It is easily forgotten, year to
 year, exactly where the plot is,
 though the place is entirely familiar—
 a willow tree by a curving roadway
 sweeping black asphalt with tender leaves;
 damp grass strewn with flower boxes,
 canvas chairs, darkskinned old ladies
 circling in draped black crepe family stones,
 fingers cramped red at the knuckles, discolored
 nails, fresh soil for new plants, old rosaries;
 such fingers kneading the damp earth gently down
 on new roots, black humus caught in grey hair
 brushed back, and the single waterfaucet,
 birdlike upon its grey pipe stem,
 a stream opening at its foot.
 We know the stories that are told,
 by starts and stops, by bent men at strange joy
 regarding the precise enactments of their own
 gesturing. And among the women there will be
 a naming of families, a counting off, an ordering.

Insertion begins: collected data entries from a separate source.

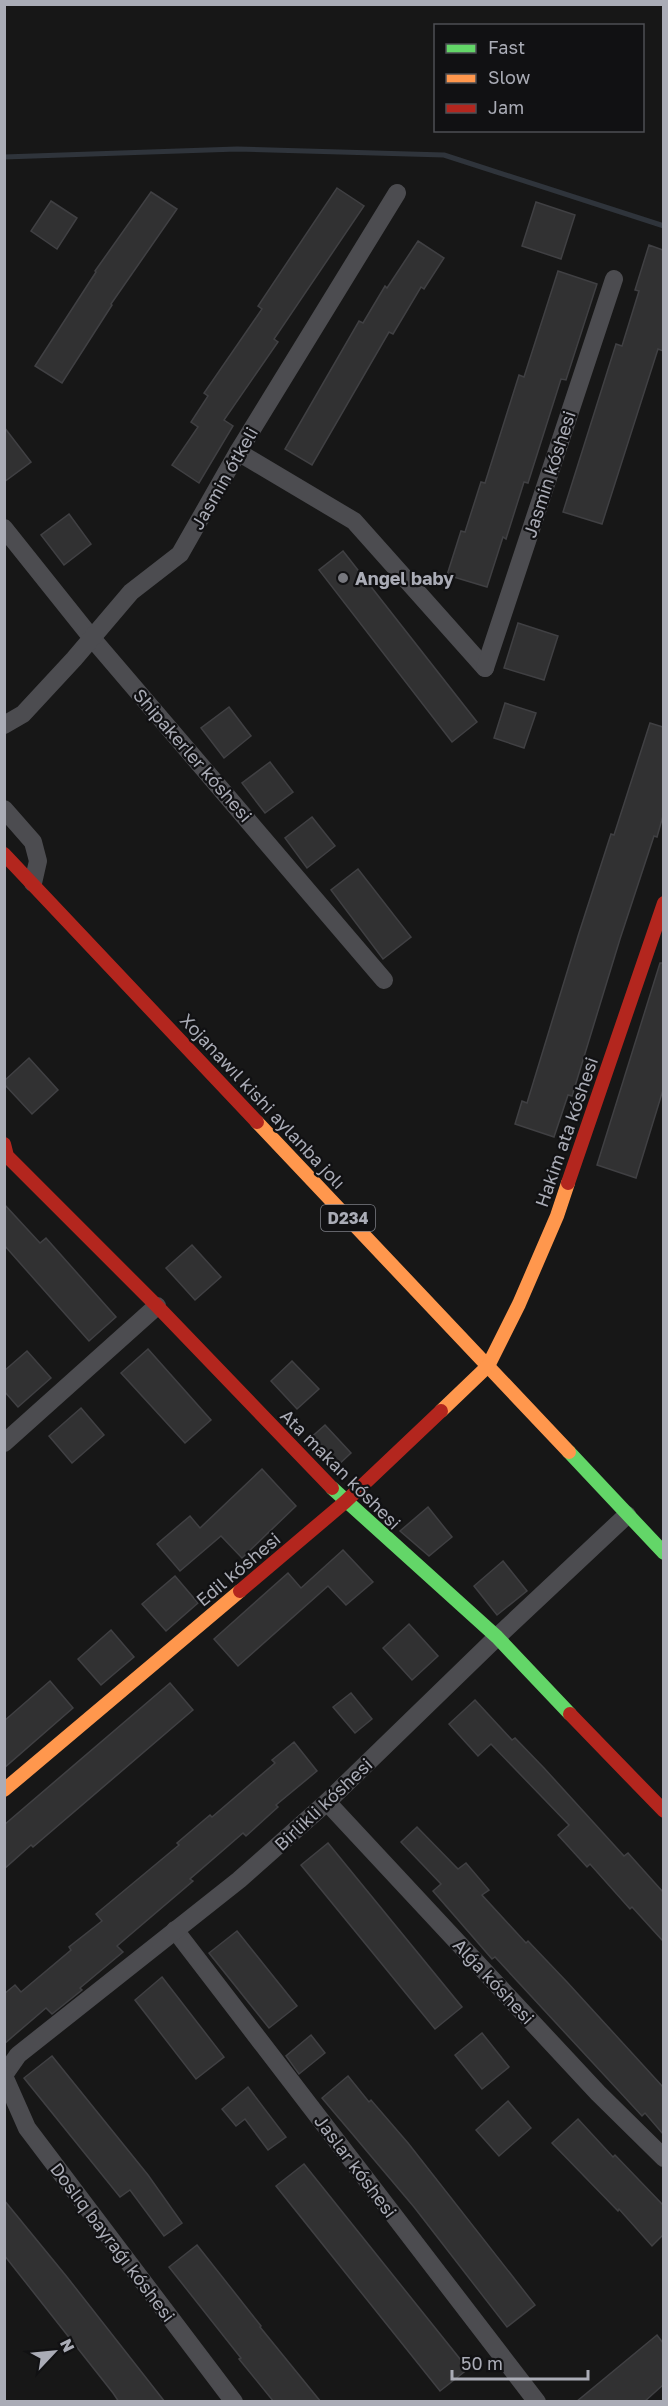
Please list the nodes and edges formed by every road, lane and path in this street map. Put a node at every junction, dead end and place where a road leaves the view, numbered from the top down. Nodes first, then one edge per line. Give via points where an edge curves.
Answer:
1 (398, 193) dead end
2 (614, 279) dead end
3 (238, 452) junction
4 (4, 528) edge
5 (92, 637) junction
6 (4, 725) edge
7 (4, 809) edge
8 (4, 854) edge
9 (4, 865) edge
10 (33, 883) junction
11 (663, 903) edge
12 (384, 980) dead end
13 (4, 1144) edge
14 (8, 1164) edge
15 (157, 1306) junction
16 (488, 1366) junction
17 (4, 1443) edge
18 (345, 1503) junction
19 (627, 1515) junction
20 (663, 1553) edge
21 (497, 1637) junction
22 (4, 1790) edge
23 (327, 1802) junction
24 (663, 1811) edge
25 (176, 1930) junction
26 (4, 2076) edge
27 (663, 2158) edge
28 (234, 2402) edge
29 (537, 2402) edge

1 - 3 street, Jasmin ótkeli
2 - 3 street, Jasmin kóshesi via 484,668 354,520
3 - 5 street, Jasmin ótkeli via 180,554 131,592
4 - 5 street, Shipakerler kóshesi
5 - 6 street, Jasmin ótkeli via 22,714
5 - 12 street, Shipakerler kóshesi
7 - 10 street via 33,842 39,861
8 - 10 street, Xojanawıl kishi aylanba jolı / D234
9 - 10 street, Xojanawıl kishi aylanba jolı / D234
10 - 16 street, Xojanawıl kishi aylanba jolı / D234
11 - 16 street, Hakim ata kóshesi via 557,1216
13 - 14 street, Ata makan kóshesi
14 - 15 street, Ata makan kóshesi
15 - 17 street
15 - 18 street, Ata makan kóshesi
16 - 18 street, Edil kóshesi
16 - 19 street, Xojanawıl kishi aylanba jolı / D234
18 - 21 street, Ata makan kóshesi
18 - 22 street, Edil kóshesi
19 - 20 street, Xojanawıl kishi aylanba jolı / D234
19 - 21 street, Birlikli kóshesi
21 - 23 street, Birlikli kóshesi
21 - 24 street, Ata makan kóshesi
23 - 25 street, Birlikli kóshesi
23 - 27 street, Alǵa kóshesi
25 - 26 street, Birlikli kóshesi via 18,2055
25 - 29 street, Jaslar kóshesi
26 - 28 street, Doslıq bayraǵı kóshesi via 27,2128

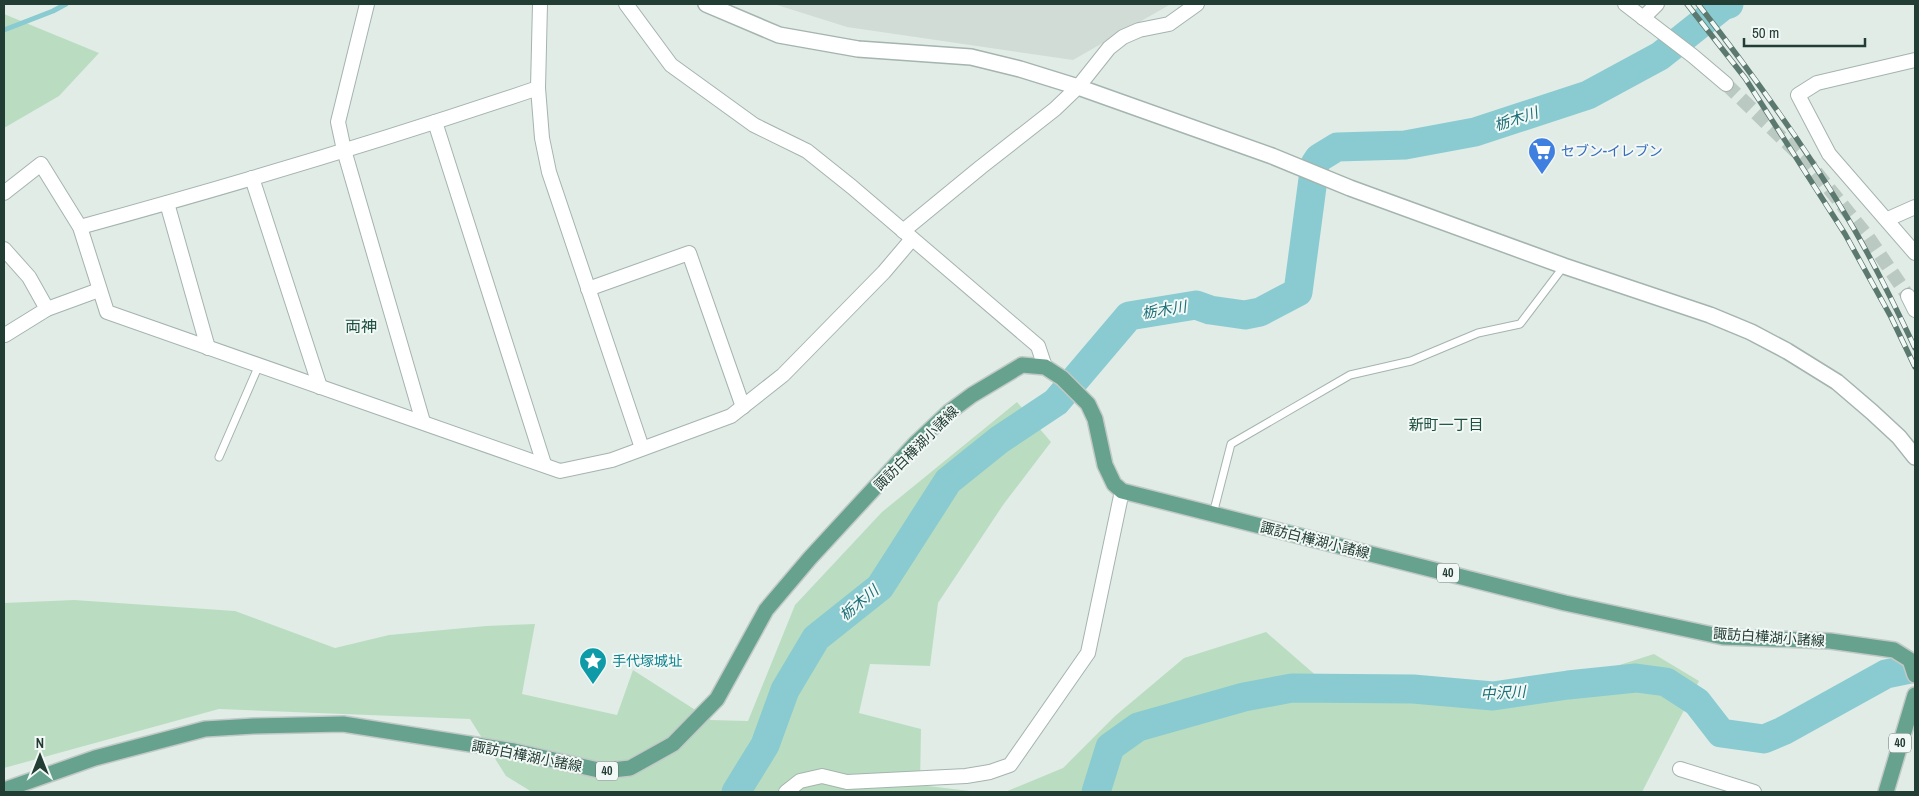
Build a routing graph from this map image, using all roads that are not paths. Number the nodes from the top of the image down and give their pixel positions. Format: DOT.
graph roads {
  1 [pos="367,4"];
  2 [pos="540,4"];
  3 [pos="626,4"];
  4 [pos="706,4"];
  5 [pos="1197,4"];
  6 [pos="1625,4"];
  7 [pos="1657,4"];
  8 [pos="1643,18"];
  9 [pos="1915,60"];
  10 [pos="1726,84"];
  11 [pos="538,88"];
  12 [pos="1078,88"];
  13 [pos="435,122"];
  14 [pos="344,150"];
  15 [pos="252,178"];
  16 [pos="4,193"];
  17 [pos="166,204"];
  18 [pos="1915,207"];
  19 [pos="1888,219"];
  20 [pos="80,226"];
  21 [pos="908,235"];
  22 [pos="4,249"];
  23 [pos="1915,253"];
  24 [pos="1564,266"];
  25 [pos="588,289"];
  26 [pos="99,290"];
  27 [pos="1908,296"];
  28 [pos="48,309"];
  29 [pos="1915,310"];
  30 [pos="5,335"];
  31 [pos="208,348"];
  32 [pos="259,365"];
  33 [pos="1045,367"];
  34 [pos="320,387"];
  35 [pos="743,407"];
  36 [pos="423,422"];
  37 [pos="642,448"];
  38 [pos="219,457"];
  39 [pos="1915,457"];
  40 [pos="544,464"];
  41 [pos="1122,491"];
  42 [pos="1213,514"];
  43 [pos="1915,675"];
  44 [pos="1915,695"];
  45 [pos="1680,769"];
  46 [pos="4,790"];
  47 [pos="786,792"];
  48 [pos="1754,792"];
  49 [pos="1886,792"];
  1 -- 14 [label="street"];
  2 -- 11 [label="street"];
  3 -- 21 [label="street"];
  4 -- 12 [label="street"];
  5 -- 12 [label="street"];
  6 -- 8 [label="street"];
  7 -- 8 [label="street"];
  8 -- 10 [label="street"];
  9 -- 19 [label="street"];
  11 -- 13 [label="street"];
  11 -- 25 [label="street"];
  12 -- 21 [label="street"];
  12 -- 24 [label="street"];
  13 -- 14 [label="street"];
  13 -- 40 [label="street"];
  14 -- 15 [label="street"];
  14 -- 36 [label="street"];
  15 -- 17 [label="street"];
  15 -- 34 [label="street"];
  16 -- 20 [label="street"];
  17 -- 20 [label="street"];
  17 -- 31 [label="street"];
  18 -- 19 [label="street"];
  19 -- 23 [label="street"];
  20 -- 26 [label="street"];
  21 -- 33 [label="street"];
  21 -- 35 [label="street"];
  22 -- 28 [label="street"];
  24 -- 39 [label="street"];
  24 -- 42 [label="lane"];
  25 -- 35 [label="street"];
  25 -- 37 [label="street"];
  26 -- 28 [label="street"];
  26 -- 31 [label="street"];
  27 -- 29 [label="street"];
  28 -- 30 [label="street"];
  31 -- 32 [label="street"];
  32 -- 34 [label="street"];
  32 -- 38 [label="lane"];
  33 -- 41 [label="main road"];
  33 -- 46 [label="main road, 諏訪白樺湖小諸線 / 40"];
  34 -- 36 [label="street"];
  35 -- 37 [label="street"];
  36 -- 40 [label="street"];
  37 -- 40 [label="street"];
  41 -- 42 [label="main road, 諏訪白樺湖小諸線 / 40"];
  41 -- 47 [label="street"];
  42 -- 43 [label="main road, 諏訪白樺湖小諸線 / 40"];
  44 -- 49 [label="main road, 40"];
  45 -- 48 [label="street"];
}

 The morning may be brilliant; the season
 is one of brilliances—sunlight through
 the fountained willow behind us, its splayed
 shadow spreading westward, our shadows westward,
 irregular across damp grass, the close-set stones.
 It may be that since our walk there is faltering,
 moving in careful steps around snow-on-the-mountain,
 bluebells and zebragrass toward that place
 between the willow and the waterfaucet, the way
 is lost, that we have no practiced step there,
 and walking, our own sway and balance, fails us.